With one bold leap into the muck and the mire, the Rebel Race enjoyed a great turnout in Greenfield Indiana on September 24 of 2011. Being a bit out of shape, I gladly pulled up my rugby socks and my Pabst Blue Ribbon jersey and joined my husband along the course. from the first step on the property, muddy barefooted contestants trotted up the path back to their cars to strip off their once bright costumes and t-shirts to remove the last bit of dirty hidden in the unmentionable places. Nothing but smiles and hoots of victory coming from the crowd. I stopped several racers on my way down to the start to ask them about their experience and words like "Awesome!", "Signing up for the next one!" and one "Dude....Amazing" from the gentleman dressed in his sport kilt. Speaking of kilts, I believe William Wallace ran in our heat, war paint and all. With a shot from the start gone and a bit of theatrical smoke, our heat was off. Around the first corner and down the mud slide into the first pit! Mud is great! Then into the creek for a waist high walk over the rocks and goop then up the mud hill. My husband insisted on wearing his full rugby regalia including cleats which at the time seemed excessive but after watching him stride up the mud hill while I was face down in it, they may not be such a bad idea. Then onto some of the more challenging obstacles including the creek crossing. There are only so many lines to cross on resulting in a bit of a bottleneck and several racers diving into the water and crossing on foot in order to get on to the next element.
The terrain became more even allowed for more running between or in my case slow jogging. Throughout the course there were several challenging elements that slowly wear the racer so by the time you get the fire jump and the big wall, it is more important to get over in one piece and finish then it is to run for time. The exhilarating finish is marked by the ineradicable mud pit crossing under barbed wire. I promised to jump in head first but was foiled by the wires. So instead a good dunking at the end and literal mud flinging at my husband corresponded with crossing the finish line.

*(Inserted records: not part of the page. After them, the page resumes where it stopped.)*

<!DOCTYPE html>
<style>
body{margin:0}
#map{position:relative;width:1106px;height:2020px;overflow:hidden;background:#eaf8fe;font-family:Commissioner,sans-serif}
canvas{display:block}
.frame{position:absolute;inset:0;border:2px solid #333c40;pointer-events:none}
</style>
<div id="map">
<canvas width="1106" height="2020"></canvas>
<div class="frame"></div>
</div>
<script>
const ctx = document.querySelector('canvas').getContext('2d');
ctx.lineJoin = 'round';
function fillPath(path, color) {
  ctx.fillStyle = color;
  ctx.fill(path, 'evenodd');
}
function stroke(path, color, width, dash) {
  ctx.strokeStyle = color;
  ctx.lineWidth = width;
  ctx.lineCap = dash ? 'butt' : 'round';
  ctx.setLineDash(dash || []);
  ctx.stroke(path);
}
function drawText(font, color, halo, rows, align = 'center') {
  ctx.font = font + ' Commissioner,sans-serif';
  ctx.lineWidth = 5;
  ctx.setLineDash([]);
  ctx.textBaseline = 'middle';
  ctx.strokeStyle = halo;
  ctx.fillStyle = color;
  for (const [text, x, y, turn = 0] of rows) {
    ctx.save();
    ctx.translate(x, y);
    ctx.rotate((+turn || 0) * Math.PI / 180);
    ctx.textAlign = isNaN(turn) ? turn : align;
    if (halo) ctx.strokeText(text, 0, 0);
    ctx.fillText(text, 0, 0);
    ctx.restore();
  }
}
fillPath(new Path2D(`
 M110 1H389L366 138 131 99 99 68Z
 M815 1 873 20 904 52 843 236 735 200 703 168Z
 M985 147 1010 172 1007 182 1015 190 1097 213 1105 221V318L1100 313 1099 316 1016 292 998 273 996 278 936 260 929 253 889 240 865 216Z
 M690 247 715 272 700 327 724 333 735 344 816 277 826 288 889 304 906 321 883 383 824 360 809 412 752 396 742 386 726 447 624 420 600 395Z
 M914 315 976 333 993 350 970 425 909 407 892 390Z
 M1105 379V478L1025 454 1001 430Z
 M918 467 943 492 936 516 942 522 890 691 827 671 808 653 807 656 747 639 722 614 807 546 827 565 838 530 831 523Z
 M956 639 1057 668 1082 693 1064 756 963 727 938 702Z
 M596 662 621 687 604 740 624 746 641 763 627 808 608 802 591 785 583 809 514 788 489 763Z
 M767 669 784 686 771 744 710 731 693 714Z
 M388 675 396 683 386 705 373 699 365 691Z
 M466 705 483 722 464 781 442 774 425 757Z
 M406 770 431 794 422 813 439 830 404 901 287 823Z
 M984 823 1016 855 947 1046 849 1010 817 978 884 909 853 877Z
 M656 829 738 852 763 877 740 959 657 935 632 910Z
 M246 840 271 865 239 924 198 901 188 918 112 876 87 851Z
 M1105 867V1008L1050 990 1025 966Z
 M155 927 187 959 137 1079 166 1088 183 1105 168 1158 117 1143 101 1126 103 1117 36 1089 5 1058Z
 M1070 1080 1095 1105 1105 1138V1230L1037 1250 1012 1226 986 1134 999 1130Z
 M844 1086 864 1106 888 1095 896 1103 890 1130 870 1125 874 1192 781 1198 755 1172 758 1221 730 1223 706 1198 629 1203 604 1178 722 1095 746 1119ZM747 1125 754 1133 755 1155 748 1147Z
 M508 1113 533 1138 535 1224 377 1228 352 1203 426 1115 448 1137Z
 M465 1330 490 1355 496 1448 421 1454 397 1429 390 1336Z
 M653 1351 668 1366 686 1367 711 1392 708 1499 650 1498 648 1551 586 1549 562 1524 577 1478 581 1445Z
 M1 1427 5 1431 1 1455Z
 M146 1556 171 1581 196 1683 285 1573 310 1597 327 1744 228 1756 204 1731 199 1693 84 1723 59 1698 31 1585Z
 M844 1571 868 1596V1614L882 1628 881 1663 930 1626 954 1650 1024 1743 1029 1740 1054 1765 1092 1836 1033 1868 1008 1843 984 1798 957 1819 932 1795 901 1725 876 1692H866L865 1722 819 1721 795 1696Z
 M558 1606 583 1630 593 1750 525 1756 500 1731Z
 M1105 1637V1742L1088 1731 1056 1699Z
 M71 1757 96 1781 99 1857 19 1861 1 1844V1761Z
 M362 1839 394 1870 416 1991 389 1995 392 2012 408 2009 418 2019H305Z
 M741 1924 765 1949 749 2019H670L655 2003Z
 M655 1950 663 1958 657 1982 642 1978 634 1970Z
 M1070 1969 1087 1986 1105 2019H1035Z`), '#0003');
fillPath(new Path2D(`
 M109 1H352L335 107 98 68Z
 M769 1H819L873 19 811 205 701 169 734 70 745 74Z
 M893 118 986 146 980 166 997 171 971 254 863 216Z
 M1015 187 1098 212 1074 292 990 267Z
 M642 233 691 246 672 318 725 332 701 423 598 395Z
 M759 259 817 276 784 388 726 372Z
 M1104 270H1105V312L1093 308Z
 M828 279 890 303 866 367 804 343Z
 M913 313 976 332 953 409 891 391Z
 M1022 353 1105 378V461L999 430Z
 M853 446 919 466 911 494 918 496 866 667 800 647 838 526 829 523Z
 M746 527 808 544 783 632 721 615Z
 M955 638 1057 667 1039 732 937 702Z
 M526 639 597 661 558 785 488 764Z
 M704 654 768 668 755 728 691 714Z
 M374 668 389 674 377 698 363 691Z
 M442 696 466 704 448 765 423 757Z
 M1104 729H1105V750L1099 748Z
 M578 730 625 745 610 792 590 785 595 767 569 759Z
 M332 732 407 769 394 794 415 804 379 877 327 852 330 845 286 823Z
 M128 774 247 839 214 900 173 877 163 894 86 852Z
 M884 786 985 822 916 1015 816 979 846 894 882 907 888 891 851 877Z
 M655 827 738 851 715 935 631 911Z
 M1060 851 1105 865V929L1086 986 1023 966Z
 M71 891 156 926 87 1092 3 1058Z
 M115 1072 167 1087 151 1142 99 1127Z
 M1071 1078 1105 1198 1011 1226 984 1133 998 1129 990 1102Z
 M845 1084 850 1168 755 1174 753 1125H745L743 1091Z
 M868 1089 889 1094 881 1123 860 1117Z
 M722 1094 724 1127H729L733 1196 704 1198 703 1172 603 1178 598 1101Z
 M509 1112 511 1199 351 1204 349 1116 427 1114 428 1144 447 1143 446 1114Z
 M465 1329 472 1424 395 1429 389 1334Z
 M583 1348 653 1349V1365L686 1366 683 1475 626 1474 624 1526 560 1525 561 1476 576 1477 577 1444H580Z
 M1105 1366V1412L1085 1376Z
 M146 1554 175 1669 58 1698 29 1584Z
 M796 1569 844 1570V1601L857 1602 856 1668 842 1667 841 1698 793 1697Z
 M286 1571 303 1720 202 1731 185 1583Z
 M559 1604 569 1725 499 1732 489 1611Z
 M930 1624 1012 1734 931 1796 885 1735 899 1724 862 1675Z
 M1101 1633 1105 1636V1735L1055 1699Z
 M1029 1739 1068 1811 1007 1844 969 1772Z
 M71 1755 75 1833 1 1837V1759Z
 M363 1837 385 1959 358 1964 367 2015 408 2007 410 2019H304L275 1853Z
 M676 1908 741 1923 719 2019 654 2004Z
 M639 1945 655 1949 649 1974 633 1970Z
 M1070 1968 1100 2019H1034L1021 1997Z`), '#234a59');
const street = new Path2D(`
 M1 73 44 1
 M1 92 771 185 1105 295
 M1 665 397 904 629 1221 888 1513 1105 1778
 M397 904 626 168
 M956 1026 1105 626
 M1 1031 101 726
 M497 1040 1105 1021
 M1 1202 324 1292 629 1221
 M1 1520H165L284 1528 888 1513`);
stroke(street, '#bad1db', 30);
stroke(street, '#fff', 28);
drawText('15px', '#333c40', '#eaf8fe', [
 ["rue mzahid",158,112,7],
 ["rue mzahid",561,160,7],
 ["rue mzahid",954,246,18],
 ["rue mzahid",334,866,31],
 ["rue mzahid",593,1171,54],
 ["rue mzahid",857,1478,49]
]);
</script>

Having been a seasoned adventurer most of my life, as a recreation therapist we call it therapy, this race was a welcome reprieve from the mundane workweek. We congratulated hugged then pealed apart and toasted our victory with a cold beer and banana.
With mud in places I didn't think mud could get we huddled over to the water truck to hose down and strip. We threw our now indistinguishable shoes into the pile bound for the wash to be distributed to organizations with need for foot wear and made the slow walk back to our car greeting the clean and inquisitive racers on their way in. It occurred to me that at the end everyone looked the same. It didn't matter what your fitness level was, your body type or experience level, everyone looks the same at the end of a mud race; exhausted, exhilarated and anxiously waiting the next one!